* [TASK ITEM] Count every line of these entries that holds the word "tunnel", and reply with the number only.

* [MATERIAL FOR THIS EXERCISE]
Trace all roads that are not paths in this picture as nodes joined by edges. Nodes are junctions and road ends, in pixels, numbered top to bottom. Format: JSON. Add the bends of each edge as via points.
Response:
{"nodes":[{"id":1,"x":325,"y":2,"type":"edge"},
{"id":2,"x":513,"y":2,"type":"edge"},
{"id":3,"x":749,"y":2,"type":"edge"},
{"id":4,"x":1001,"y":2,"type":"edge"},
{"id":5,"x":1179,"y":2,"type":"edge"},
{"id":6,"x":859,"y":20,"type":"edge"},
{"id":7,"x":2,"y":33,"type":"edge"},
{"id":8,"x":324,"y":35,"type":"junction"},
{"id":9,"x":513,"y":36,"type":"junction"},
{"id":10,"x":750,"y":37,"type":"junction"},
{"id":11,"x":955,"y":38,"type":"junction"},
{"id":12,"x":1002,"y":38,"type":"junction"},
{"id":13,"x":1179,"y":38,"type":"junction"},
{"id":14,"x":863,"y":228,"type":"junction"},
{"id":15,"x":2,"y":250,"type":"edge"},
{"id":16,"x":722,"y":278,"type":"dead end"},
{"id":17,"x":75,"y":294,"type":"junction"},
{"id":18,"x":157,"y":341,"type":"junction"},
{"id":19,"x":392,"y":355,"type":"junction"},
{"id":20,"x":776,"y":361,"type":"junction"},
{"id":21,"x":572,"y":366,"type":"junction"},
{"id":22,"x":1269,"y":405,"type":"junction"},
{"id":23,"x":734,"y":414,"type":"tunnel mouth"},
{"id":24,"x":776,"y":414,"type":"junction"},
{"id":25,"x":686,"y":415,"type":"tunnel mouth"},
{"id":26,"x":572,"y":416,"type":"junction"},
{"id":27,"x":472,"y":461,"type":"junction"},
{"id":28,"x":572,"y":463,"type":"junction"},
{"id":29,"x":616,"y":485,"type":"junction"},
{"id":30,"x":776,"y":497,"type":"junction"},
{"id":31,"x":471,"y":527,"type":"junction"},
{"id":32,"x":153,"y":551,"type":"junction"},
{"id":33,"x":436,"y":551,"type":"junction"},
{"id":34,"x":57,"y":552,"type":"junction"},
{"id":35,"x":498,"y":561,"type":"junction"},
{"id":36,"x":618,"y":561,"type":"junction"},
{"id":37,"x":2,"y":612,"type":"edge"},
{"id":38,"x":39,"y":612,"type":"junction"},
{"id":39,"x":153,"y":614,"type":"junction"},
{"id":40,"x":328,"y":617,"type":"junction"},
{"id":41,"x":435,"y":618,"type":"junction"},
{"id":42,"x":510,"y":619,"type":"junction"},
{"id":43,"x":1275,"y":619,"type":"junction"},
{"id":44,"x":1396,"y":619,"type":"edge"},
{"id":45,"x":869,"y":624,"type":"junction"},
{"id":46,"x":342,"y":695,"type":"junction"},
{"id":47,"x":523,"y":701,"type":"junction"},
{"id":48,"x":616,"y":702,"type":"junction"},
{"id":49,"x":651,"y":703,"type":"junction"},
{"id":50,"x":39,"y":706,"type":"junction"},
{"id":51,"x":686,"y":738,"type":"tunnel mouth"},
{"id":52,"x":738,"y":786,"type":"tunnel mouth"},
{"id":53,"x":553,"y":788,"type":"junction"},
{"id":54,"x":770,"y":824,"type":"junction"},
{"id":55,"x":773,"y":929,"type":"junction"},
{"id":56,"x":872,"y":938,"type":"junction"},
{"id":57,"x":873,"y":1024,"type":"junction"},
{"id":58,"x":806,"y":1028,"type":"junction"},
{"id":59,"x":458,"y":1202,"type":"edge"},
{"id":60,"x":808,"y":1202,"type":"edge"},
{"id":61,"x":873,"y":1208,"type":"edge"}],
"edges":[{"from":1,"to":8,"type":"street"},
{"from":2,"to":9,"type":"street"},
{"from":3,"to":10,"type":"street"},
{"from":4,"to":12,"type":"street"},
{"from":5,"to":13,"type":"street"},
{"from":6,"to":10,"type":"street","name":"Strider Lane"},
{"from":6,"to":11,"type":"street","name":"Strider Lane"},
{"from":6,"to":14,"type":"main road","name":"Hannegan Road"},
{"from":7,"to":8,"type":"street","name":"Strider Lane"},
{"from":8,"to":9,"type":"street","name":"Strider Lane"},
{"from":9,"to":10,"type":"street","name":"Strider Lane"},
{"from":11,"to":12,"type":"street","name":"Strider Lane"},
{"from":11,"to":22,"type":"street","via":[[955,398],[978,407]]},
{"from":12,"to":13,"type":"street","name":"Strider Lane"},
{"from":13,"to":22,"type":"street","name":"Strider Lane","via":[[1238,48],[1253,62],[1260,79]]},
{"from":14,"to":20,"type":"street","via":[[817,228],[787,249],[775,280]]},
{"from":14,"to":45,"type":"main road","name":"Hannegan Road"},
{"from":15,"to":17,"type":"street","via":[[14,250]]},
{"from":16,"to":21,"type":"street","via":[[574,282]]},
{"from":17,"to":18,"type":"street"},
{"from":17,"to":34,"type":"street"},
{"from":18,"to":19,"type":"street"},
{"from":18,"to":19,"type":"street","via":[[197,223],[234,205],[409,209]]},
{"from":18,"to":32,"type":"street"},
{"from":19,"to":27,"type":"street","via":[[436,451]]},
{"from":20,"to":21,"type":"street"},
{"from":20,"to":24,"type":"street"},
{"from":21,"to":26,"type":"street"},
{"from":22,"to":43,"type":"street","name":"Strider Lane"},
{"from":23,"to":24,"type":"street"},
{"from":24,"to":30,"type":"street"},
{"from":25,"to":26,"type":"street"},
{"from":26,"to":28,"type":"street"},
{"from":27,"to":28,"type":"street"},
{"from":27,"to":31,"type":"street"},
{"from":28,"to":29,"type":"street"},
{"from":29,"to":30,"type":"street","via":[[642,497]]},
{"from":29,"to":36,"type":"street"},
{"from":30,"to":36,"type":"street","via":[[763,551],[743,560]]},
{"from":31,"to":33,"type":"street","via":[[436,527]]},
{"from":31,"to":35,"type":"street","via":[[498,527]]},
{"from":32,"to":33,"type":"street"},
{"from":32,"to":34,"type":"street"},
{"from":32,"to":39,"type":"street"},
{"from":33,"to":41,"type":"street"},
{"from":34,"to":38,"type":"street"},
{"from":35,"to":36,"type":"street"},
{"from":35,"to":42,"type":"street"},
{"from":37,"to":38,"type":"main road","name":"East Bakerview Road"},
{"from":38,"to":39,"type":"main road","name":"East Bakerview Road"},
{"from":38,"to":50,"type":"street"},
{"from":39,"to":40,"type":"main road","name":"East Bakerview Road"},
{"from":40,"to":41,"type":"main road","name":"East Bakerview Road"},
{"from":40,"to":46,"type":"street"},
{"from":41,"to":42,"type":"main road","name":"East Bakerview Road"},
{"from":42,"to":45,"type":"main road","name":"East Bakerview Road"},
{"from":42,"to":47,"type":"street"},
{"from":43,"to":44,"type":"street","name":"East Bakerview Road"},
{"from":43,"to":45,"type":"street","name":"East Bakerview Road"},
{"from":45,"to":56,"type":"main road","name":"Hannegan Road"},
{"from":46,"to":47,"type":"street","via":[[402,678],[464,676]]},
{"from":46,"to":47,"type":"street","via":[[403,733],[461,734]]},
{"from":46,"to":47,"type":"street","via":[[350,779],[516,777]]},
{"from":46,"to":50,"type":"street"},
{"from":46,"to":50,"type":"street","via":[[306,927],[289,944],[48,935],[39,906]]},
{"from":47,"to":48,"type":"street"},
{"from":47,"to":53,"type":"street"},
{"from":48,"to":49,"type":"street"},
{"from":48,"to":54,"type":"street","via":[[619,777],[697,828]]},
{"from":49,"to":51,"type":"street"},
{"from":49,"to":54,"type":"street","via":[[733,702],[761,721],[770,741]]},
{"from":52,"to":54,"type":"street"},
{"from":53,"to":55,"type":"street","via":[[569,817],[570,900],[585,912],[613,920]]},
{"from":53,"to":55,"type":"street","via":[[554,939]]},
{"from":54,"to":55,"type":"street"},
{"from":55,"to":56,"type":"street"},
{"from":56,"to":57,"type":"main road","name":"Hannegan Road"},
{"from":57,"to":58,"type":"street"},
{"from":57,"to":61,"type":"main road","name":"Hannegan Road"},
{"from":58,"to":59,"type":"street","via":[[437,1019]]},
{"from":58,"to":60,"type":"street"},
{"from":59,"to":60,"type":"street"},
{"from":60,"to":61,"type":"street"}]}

* [ANSWER SPACE] 4